* libata default FUA support
@ 2011-03-01 20:33 Markus Trippelsdorf
2011-03-02 0:54 ` Robert Hancock
0 siblings, 1 reply; 6+ messages in thread
From: Markus Trippelsdorf @ 2011-03-01 20:33 UTC (permalink / raw)
To: Jeff Garzik, linux-ide
FUA support is currently switched off by default in
drivers/ata/libata-core.c.
Given that many modern drives do support FUA now, wouldn't it make sense
to switch it on without setting a (undocumented) kernel/module
parameter?
--
Markus
^ permalink raw reply [flat|nested] 6+ messages in thread
* Re: libata default FUA support
2011-03-01 20:33 libata default FUA support Markus Trippelsdorf
@ 2011-03-02 0:54 ` Robert Hancock
2011-03-02 7:30 ` Michael Tokarev
0 siblings, 1 reply; 6+ messages in thread
From: Robert Hancock @ 2011-03-02 0:54 UTC (permalink / raw)
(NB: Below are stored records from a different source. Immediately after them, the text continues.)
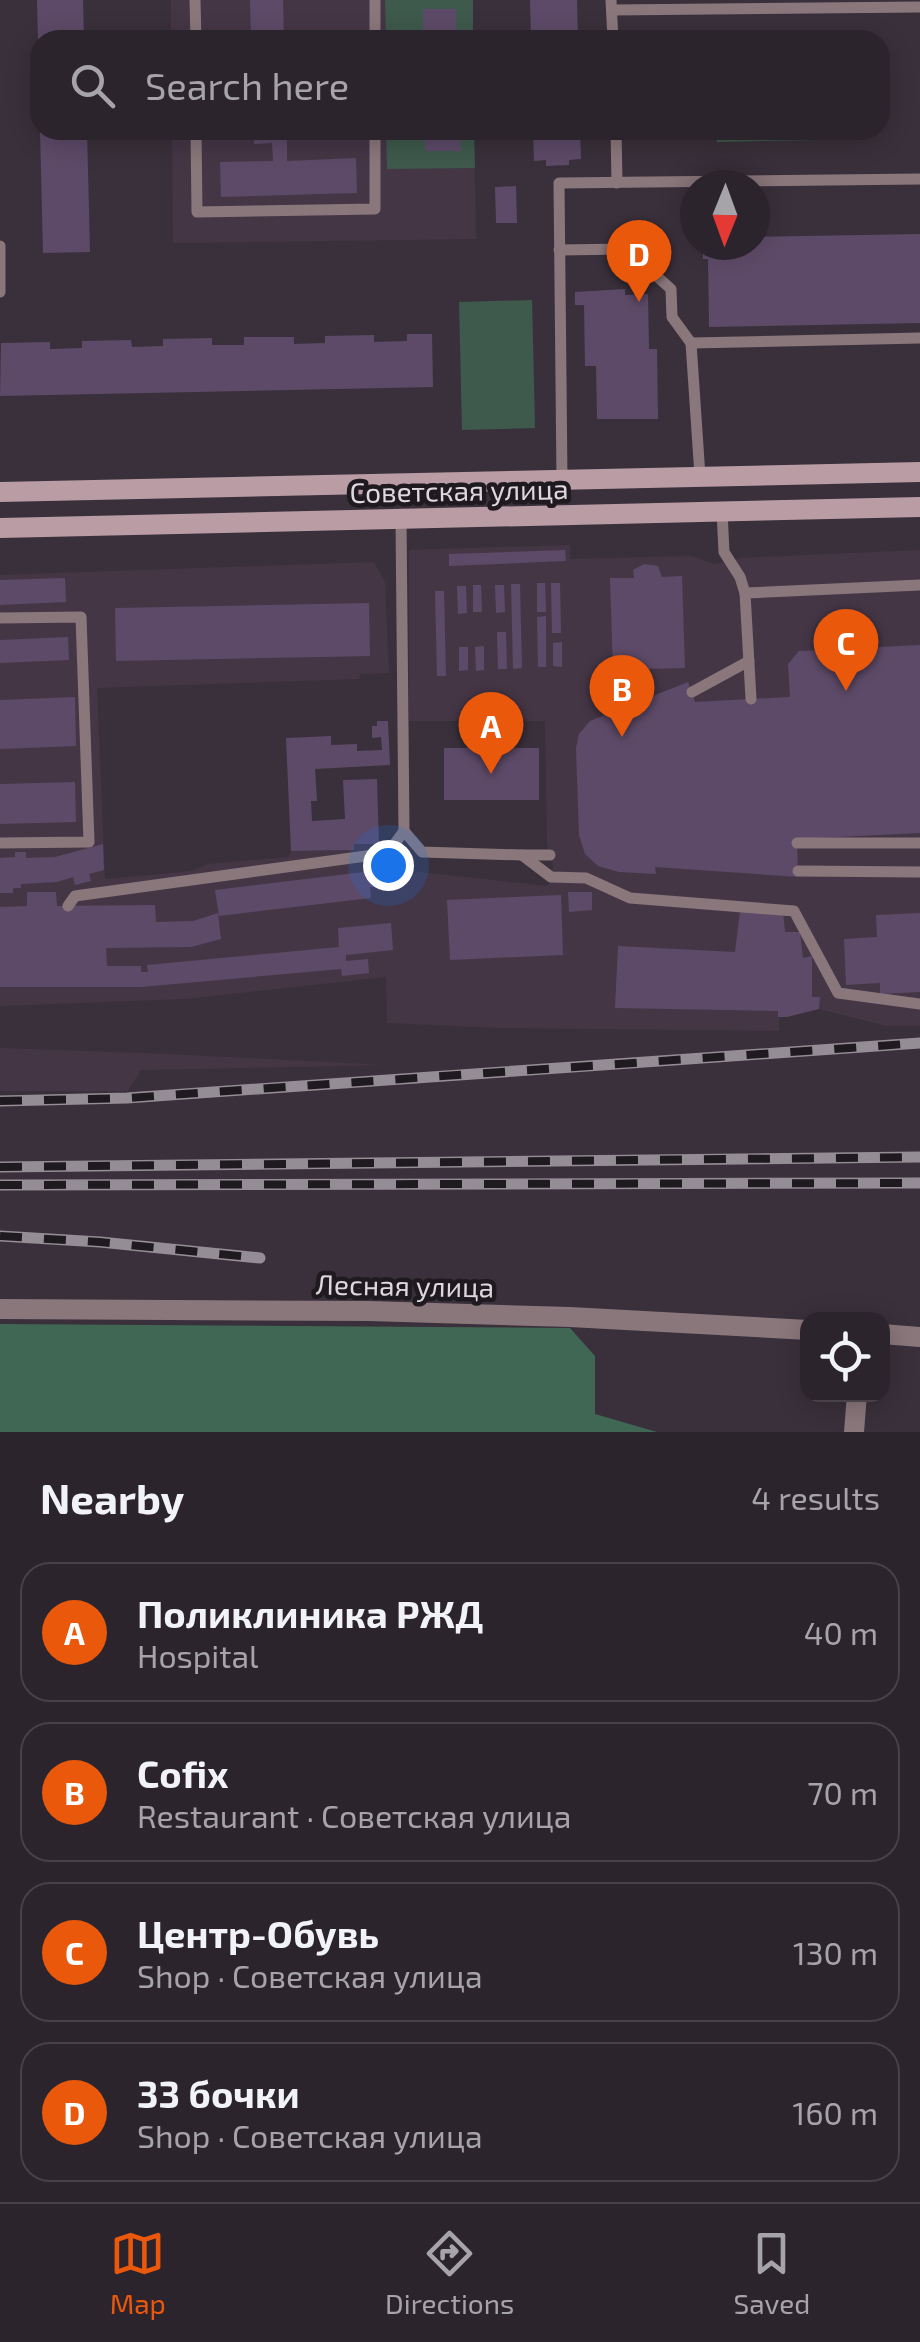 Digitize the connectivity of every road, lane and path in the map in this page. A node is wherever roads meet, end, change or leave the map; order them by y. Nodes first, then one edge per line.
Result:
1 (195, 0) edge
2 (374, 0) edge
3 (611, 5) edge
4 (920, 7) edge
5 (196, 30) edge
6 (375, 30) edge
7 (612, 30) edge
8 (196, 140) edge
9 (375, 140) edge
10 (616, 140) edge
11 (920, 180) edge
12 (617, 183) junction
13 (0, 246) edge
14 (559, 250) junction
15 (0, 292) edge
16 (920, 338) edge
17 (691, 343) junction
18 (920, 472) edge
19 (700, 476) junction
20 (562, 480) junction
21 (0, 492) edge
22 (920, 507) edge
23 (722, 511) junction
24 (401, 518) junction
25 (0, 528) edge
26 (920, 585) edge
27 (745, 594) junction
28 (0, 618) edge
29 (749, 661) junction
30 (692, 692) dead end
31 (751, 699) dead end
32 (404, 831) junction
33 (0, 843) edge
34 (797, 843) dead end
35 (920, 843) edge
36 (522, 855) junction
37 (550, 855) dead end
38 (798, 872) dead end
39 (920, 872) edge
40 (68, 906) dead end
41 (920, 1004) edge
42 (0, 1309) edge
43 (800, 1330) edge
44 (890, 1335) edge
45 (920, 1337) edge
46 (856, 1402) edge
47 (854, 1432) edge

1 - 5 lane
2 - 6 lane
3 - 4 lane
3 - 7 lane
8 - 9 lane
10 - 12 lane
11 - 12 lane
12 - 14 lane
13 - 15 lane
14 - 17 lane
14 - 20 lane
16 - 17 lane
17 - 19 lane
18 - 19 main road, Советская улица
19 - 20 main road, Советская улица
20 - 21 main road, Советская улица
22 - 23 main road, Советская улица
23 - 24 main road, Советская улица
23 - 27 lane
24 - 25 main road, Советская улица
24 - 32 lane
26 - 27 lane
27 - 29 lane
28 - 33 lane
29 - 30 lane
29 - 31 lane
32 - 36 lane
32 - 40 lane
34 - 35 lane
36 - 37 lane
36 - 41 lane
38 - 39 lane
42 - 43 street, Лесная улица
44 - 45 street
46 - 47 street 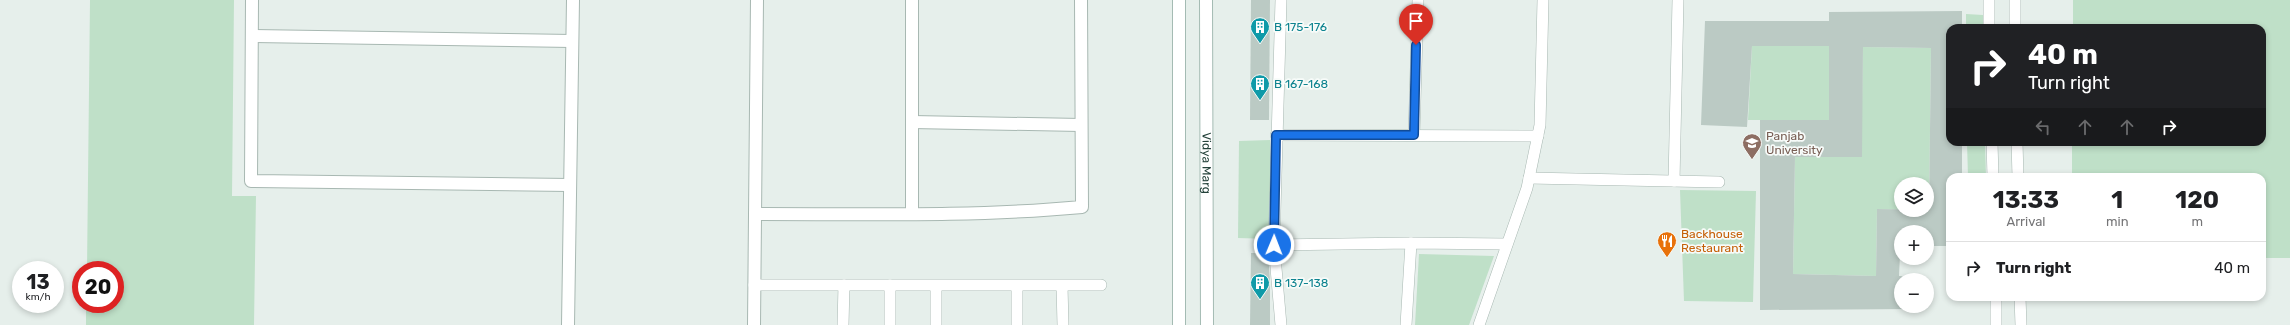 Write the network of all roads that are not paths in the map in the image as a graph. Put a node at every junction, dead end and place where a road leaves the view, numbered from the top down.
1 (252, 0) edge
2 (573, 0) edge
3 (757, 0) edge
4 (912, 0) edge
5 (1081, 0) edge
6 (1179, 0) edge
7 (1206, 0) edge
8 (1281, 0) edge
9 (1418, 0) edge
10 (1543, 0) edge
11 (1678, 0) edge
12 (1989, 0) edge
13 (2015, 0) edge
14 (1989, 24) edge
15 (2015, 24) edge
16 (252, 36) junction
17 (572, 41) junction
18 (912, 122) junction
19 (1081, 125) junction
20 (1276, 135) junction
21 (1414, 135) junction
22 (1538, 136) junction
23 (1992, 146) edge
24 (2017, 146) edge
25 (1993, 173) edge
26 (2018, 173) edge
27 (1529, 178) junction
28 (1674, 181) junction
29 (1720, 182) dead end
30 (570, 185) junction
31 (755, 214) junction
32 (912, 214) junction
33 (1411, 243) junction
34 (1507, 244) junction
35 (1274, 245) junction
36 (754, 284) junction
37 (844, 285) junction
38 (890, 285) junction
39 (1101, 285) dead end
40 (936, 286) junction
41 (1018, 286) junction
42 (1062, 286) junction
43 (1996, 301) edge
44 (2020, 301) edge
45 (568, 325) edge
46 (754, 325) edge
47 (843, 325) edge
48 (890, 325) edge
49 (936, 325) edge
50 (1017, 325) edge
51 (1063, 325) edge
52 (1179, 325) edge
53 (1207, 325) edge
54 (1281, 325) edge
55 (1406, 325) edge
56 (1479, 325) edge
57 (1996, 325) edge
58 (2020, 325) edge

1 - 16 street
2 - 17 street
3 - 31 street
4 - 18 street
5 - 19 street
6 - 52 street
7 - 53 street, Vidya Marg
8 - 20 lane
9 - 21 lane
10 - 22 lane
11 - 28 lane
12 - 14 lane
13 - 15 lane
16 - 17 street
16 - 30 street
17 - 30 street
18 - 19 street
18 - 32 street
19 - 32 street
20 - 21 lane
20 - 35 lane
21 - 22 lane
22 - 27 lane
23 - 25 lane
24 - 26 lane
27 - 28 lane
27 - 34 lane
28 - 29 lane
30 - 45 street
31 - 32 street
31 - 36 street
33 - 34 lane
33 - 35 lane
33 - 55 lane
34 - 56 lane
35 - 54 lane
36 - 37 lane
36 - 46 street
37 - 38 lane
37 - 47 lane
38 - 40 lane
38 - 48 lane
39 - 42 lane
40 - 41 lane
40 - 49 lane
41 - 42 lane
41 - 50 lane
42 - 51 lane
43 - 57 lane
44 - 58 lane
To: Markus Trippelsdorf; +Cc: Jeff Garzik, linux-ide
On 03/01/2011 02:33 PM, Markus Trippelsdorf wrote:
> FUA support is currently switched off by default in
> drivers/ata/libata-core.c.
> Given that many modern drives do support FUA now, wouldn't it make sense
> to switch it on without setting a (undocumented) kernel/module
> parameter?
I believe I proposed this some time ago. Essentially all modern drives
should support FUA now, since it's part of the definition of the NCQ
(FPDMA) read/write commands. However, as I recall one of the objections
to enabling it was that since it's just a bit in a command, there's a
possibility that some drives may ignore it by accident or design, which
is less likely with an explicit cache flush command. I'm not very
inclined to agree myself (if you go down that road of pre-emptively
predicting drive implementer stupidity, where do you stop?) but that's
what was raised.
Another complication is that NCQ can be disabled at runtime either by
user request or by error-handling fallback, and not all drives that
support NCQ also support the FUA versions of the non-NCQ read/write
commands, so changes in NCQ enable status may also need to result in
changes in FUA support status on the block device.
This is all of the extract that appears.